New York Times February 1, 1998

Second-Guessing the Economic Doctor

By DAVID E. SANGER and RICHARD W. STEVENSON

WASHINGTON -- All over Southeast Asia, people are complaining that a cabal of heartless bureaucrats at an institution many have come to loathe -- the International Monetary Fund -- is worsening their economic misery. Here in Washington, the IMF isn't a lot more popular, but for very different reasons.

Almost every night in Thailand, a stream of television commentators chafe at the humiliation of witnessing their country's leaders negotiate every element of national economic policy -- from interest rates to budget deficits -- with economists who work largely in secrecy out of the I.M.F.'s offices off Pennsylvania Avenue here.

Outside a McDonald's in Jakarta, Indonesia, last month, a clutch of young professionals argued that the fund, which had just forced President Suharto to terminate government subsidies that kept the price of fuel and food low, is simply a tool of Treasury Secretary Robert E. Rubin.

"There's a rumor that this is all a game started by America," said a 27-year-old advertising executive name Doli, repeating a version of an oft-heard conspiracy theory in which Washington secretly plotted to destroy Asian competitors. "America should not have let the rupiah keep dropping," he said, dismissing suggestions that Indonesia might bear some responsibility for the 80 percent plunge in its currency.

Indeed, throughout Asia these days, people talk about the IMF as if it were a branch of the Clinton administration, and as if it -- with Washington's connivance -- aspires to run the region today the way Gen.
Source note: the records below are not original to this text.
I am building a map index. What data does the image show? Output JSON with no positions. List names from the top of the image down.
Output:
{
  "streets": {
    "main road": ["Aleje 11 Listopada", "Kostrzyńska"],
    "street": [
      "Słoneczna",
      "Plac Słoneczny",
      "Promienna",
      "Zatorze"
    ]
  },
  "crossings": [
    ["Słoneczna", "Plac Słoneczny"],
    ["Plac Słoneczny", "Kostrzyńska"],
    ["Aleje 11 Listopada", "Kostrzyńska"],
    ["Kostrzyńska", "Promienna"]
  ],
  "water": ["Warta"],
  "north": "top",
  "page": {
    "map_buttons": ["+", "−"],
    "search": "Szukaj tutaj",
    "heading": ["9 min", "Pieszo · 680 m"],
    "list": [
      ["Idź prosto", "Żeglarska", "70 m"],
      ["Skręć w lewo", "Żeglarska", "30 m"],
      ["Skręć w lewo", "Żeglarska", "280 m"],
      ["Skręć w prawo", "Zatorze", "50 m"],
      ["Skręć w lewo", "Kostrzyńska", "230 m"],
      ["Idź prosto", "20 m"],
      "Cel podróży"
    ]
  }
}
Douglas MacArthur ran it a half-century ago. Around Asia, one hears variants of the same lament: The fund is imposing too many conditions, often the wrong ones, and providing too little real financial support in Asia's moment of need.

Seven thousand miles away, on Capitol Hill, the IMF is also a target of growing criticism -- but for exactly the opposite reasons. Here, the call is for far more American intrusiveness in IMF programs, and a far smaller American contribution to solving Asia-style crises. At the extreme ends of both parties, there are calls to kill off the IMF altogether. While that is hardly likely, Congress has the opportunity in the next few months to send a message that will be heard in markets around the globe. It will be debating the question of whether the United States should fulfill its commitment to provide $18 billion in additional contributions to the fund so that it can handle new outbreaks of the kind of the economic contagion that is still whipping through Asia. If Congress balks, few doubt that the rest of the world will, too.
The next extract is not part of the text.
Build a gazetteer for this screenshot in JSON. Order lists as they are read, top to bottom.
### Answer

Rarely in its 52-year history has the fund been under such concerted attack from so many quarters. Liberals complain that its actions in Asia chiefly benefit the likes of Citibank and J.P. Morgan, to say nothing of Japan's biggest banks, often at the expense of workers -- both abroad and in the United States -- whose jobs are threatened by its policies. Conservatives say that the emergency help for South Korea, Indonesia and Thailand interferes with free markets, and that they undercut American jobs by encouraging the afflicted countries to export their way out of trouble. Many economists say the IMF's prescriptions are only making things worse, though since they are economists, they disagree forcefully on what prescriptions would make things better.
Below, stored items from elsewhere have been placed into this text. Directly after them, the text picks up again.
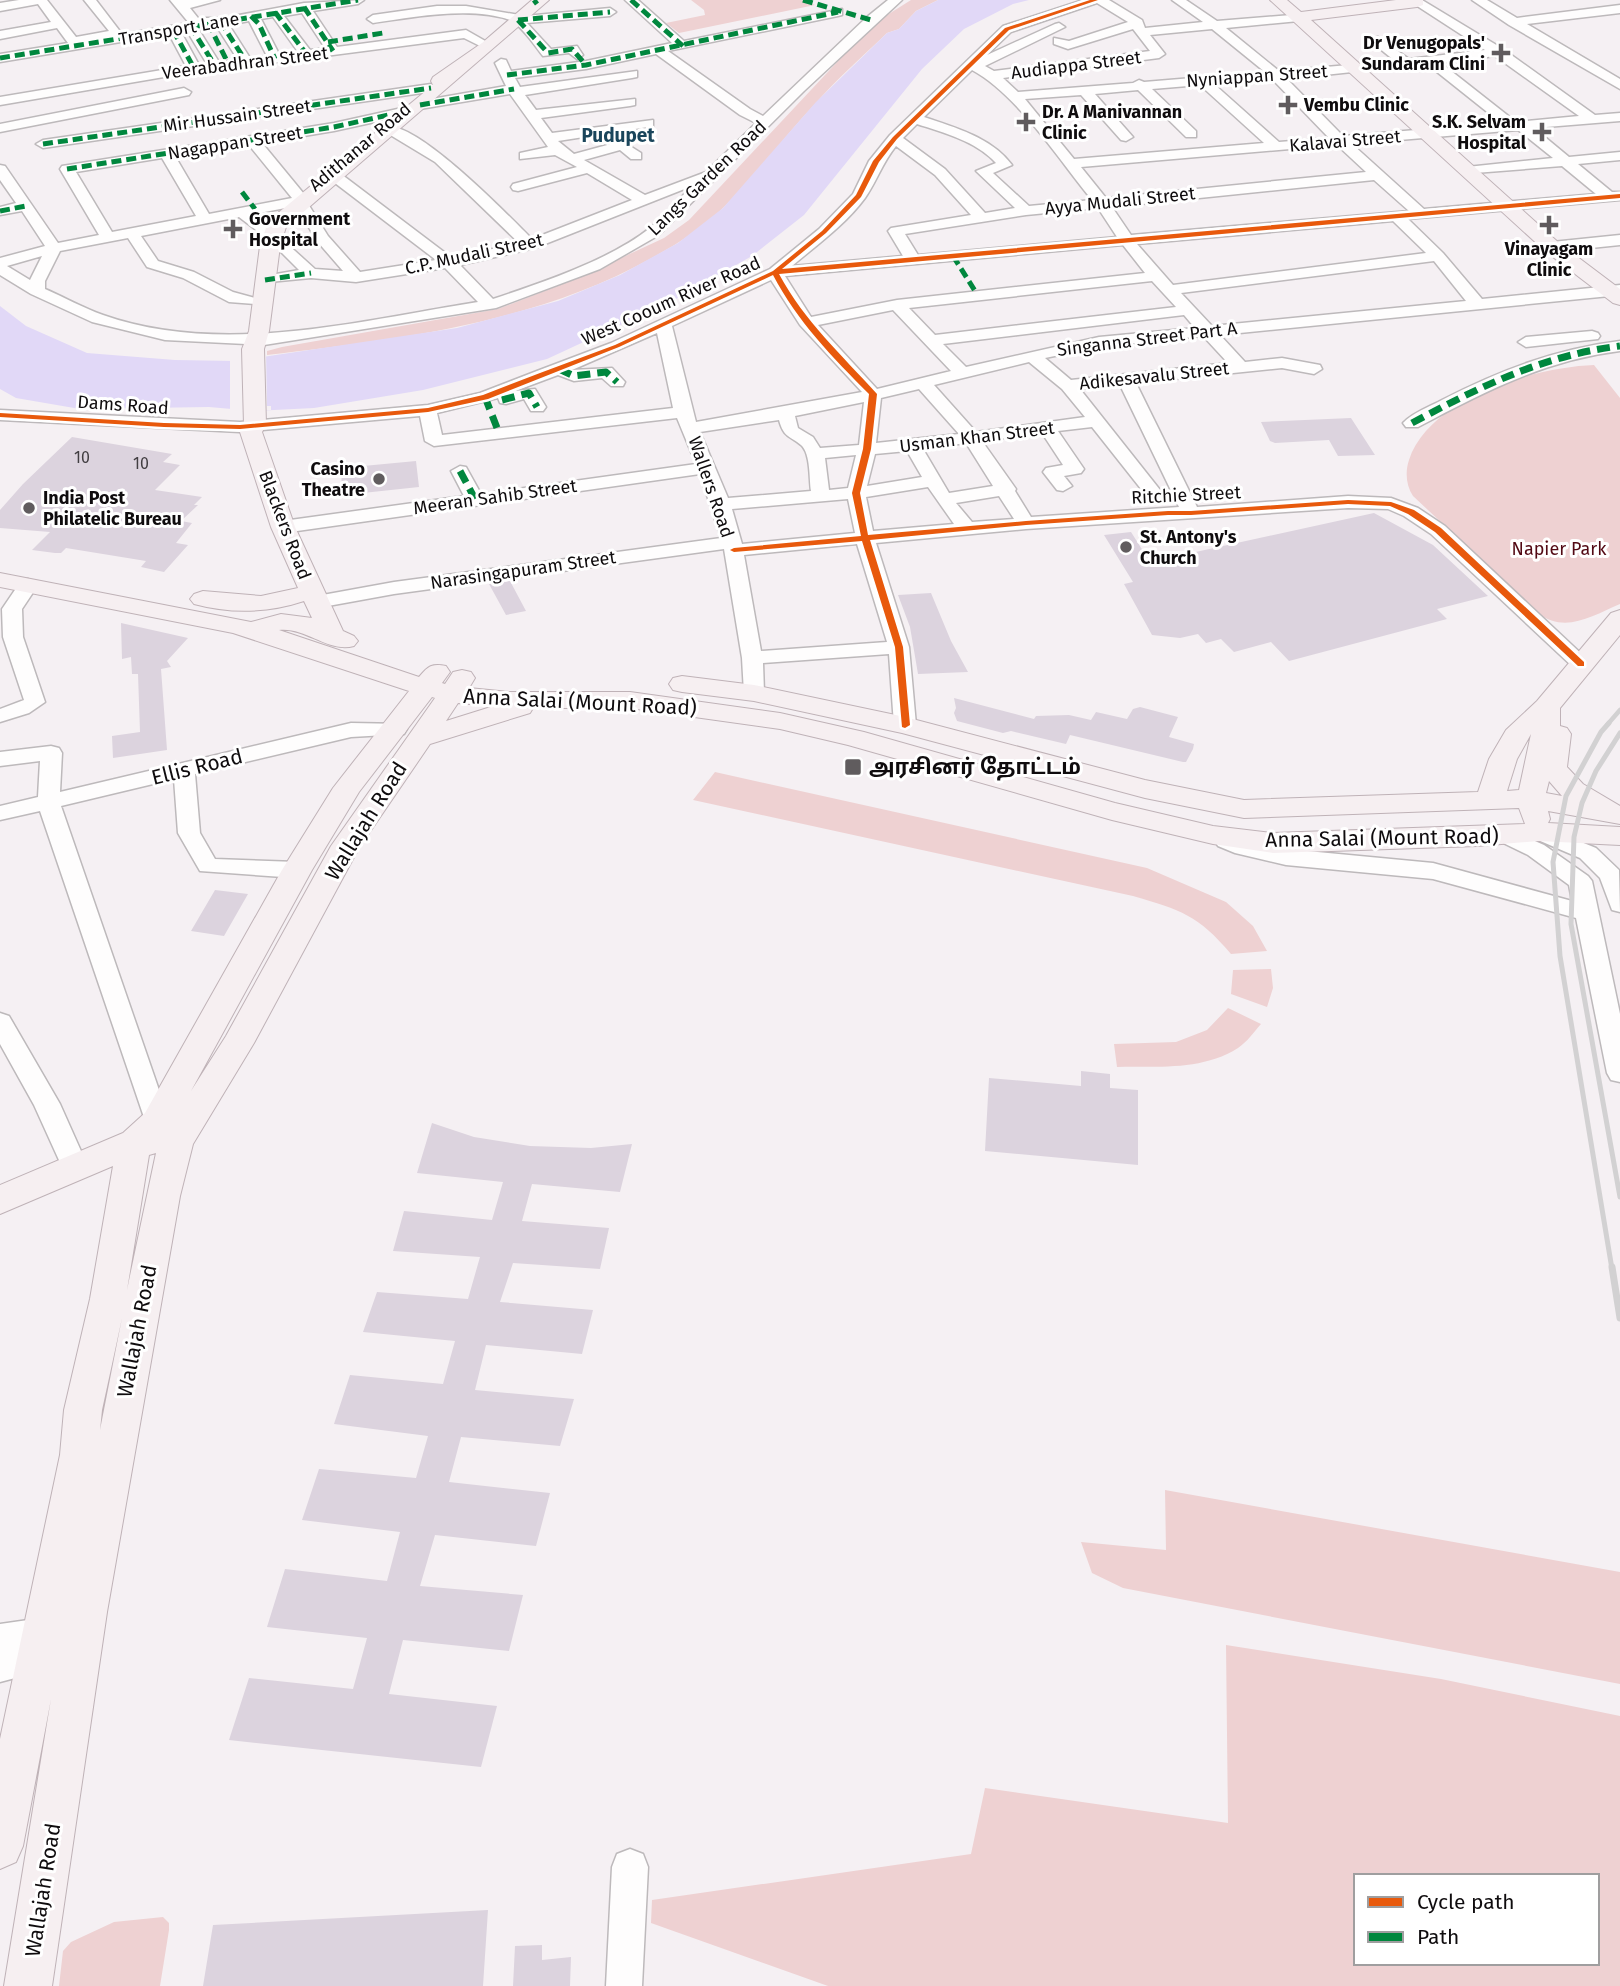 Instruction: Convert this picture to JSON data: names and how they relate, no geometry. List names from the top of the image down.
{
  "streets": {
    "main road": [
      "Adithanar Road",
      "Blackers Road",
      "Anna Salai (Mount Road)",
      "Wallajah Road"
    ],
    "street": [
      "Transport Lane",
      "Veerabadhran Street",
      "Audiappa Street",
      "Nyniappan Street",
      "Mir Hussain Street",
      "Kalavai Street",
      "Nagappan Street",
      "Langs Garden Road",
      "Ayya Mudali Street",
      "C.P. Mudali Street",
      "West Cooum River Road",
      "Singanna Street Part A",
      "Adikesavalu Street",
      "Dams Road",
      "Usman Khan Street",
      "Wallers Road",
      "Ritchie Street",
      "Meeran Sahib Street",
      "Narasingapuram Street",
      "Ellis Road"
    ]
  },
  "crossings": [
    ["Mir Hussain Street", "Adithanar Road"],
    ["Nagappan Street", "Adithanar Road"],
    ["Adithanar Road", "Langs Garden Road"],
    ["Adithanar Road", "Blackers Road"],
    ["Langs Garden Road", "C.P. Mudali Street"],
    ["Langs Garden Road", "Blackers Road"],
    ["West Cooum River Road", "Singanna Street Part A"],
    ["West Cooum River Road", "Dams Road"],
    ["West Cooum River Road", "Wallers Road"],
    ["West Cooum River Road", "Blackers Road"],
    ["Singanna Street Part A", "Wallers Road"],
    ["Dams Road", "Blackers Road"],
    ["Wallers Road", "Ritchie Street"],
    ["Wallers Road", "Meeran Sahib Street"],
    ["Wallers Road", "Narasingapuram Street"],
    ["Wallers Road", "Anna Salai (Mount Road)"],
    ["Ritchie Street", "Narasingapuram Street"],
    ["Meeran Sahib Street", "Blackers Road"],
    ["Blackers Road", "Narasingapuram Street"],
    ["Blackers Road", "Anna Salai (Mount Road)"],
    ["Ellis Road", "Wallajah Road"]
  ],
  "districts": ["Pudupet"],
  "parks": ["Napier Park"],
  "places": {
    "health": [
      "Dr Venugopals' Sundaram Clini",
      "Vembu Clinic",
      "Dr. A Manivannan Clinic",
      "S.K. Selvam Hospital",
      "Vinayagam Clinic",
      "Government Hospital"
    ],
    "other": ["Casino Theatre", "India Post Philatelic Bureau", "St. Antony's Church"],
    "transit": ["அரசினர் தோட்டம்"]
  },
  "house_numbers": ["10", "10"],
  "legend": ["Cycle path", "Path"]
}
Caught in the uncomfortable middle is Rubin. For three years, since the United States stepped in to rescue Mexico, he has been struggling to get nations around the world to prepare for future crises by bolstering their contributions to the IMF and agreeing that international consortiums, not the United States, serve as the lender of last resort. In Asia, the IMF has taken the lead -- with plenty of behind-the-scenes coaching from Rubin and his deputy, Lawrence H. Summers -- although the United States has committed several billion dollars in backup financing, called a "second line of defense," to South Korea and Indonesia. (None has been dispersed.)

The backup financing is chiefly an exercise in market psychology, intended to reassure investors that the United States is willing to play a major role in stabilizing markets. But that same act of symbolism only incenses many American lawmakers, who ask why taxpayers should bail out faraway nations. The Administration fears that the more it supplements the IMF, the greater the risk that Congress will pull the plug on contributions altogether.

The public case for deeper American participation was made by President Clinton in his State of the Union address on Tuesday, when he argued that a prosperous Asia will help American exporters. "These countries are our customers," he said, "and if Asia sinks into recession, they won't be able to buy the goods we'd like to sell them." The private case, one of Clinton's top aides noted recently, will have to be made by Rubin. "Basically, it comes down to this," the aide said. "Bob is going to have to say: "If the Asian meltdown comes to Wall Street, do you want the blame?"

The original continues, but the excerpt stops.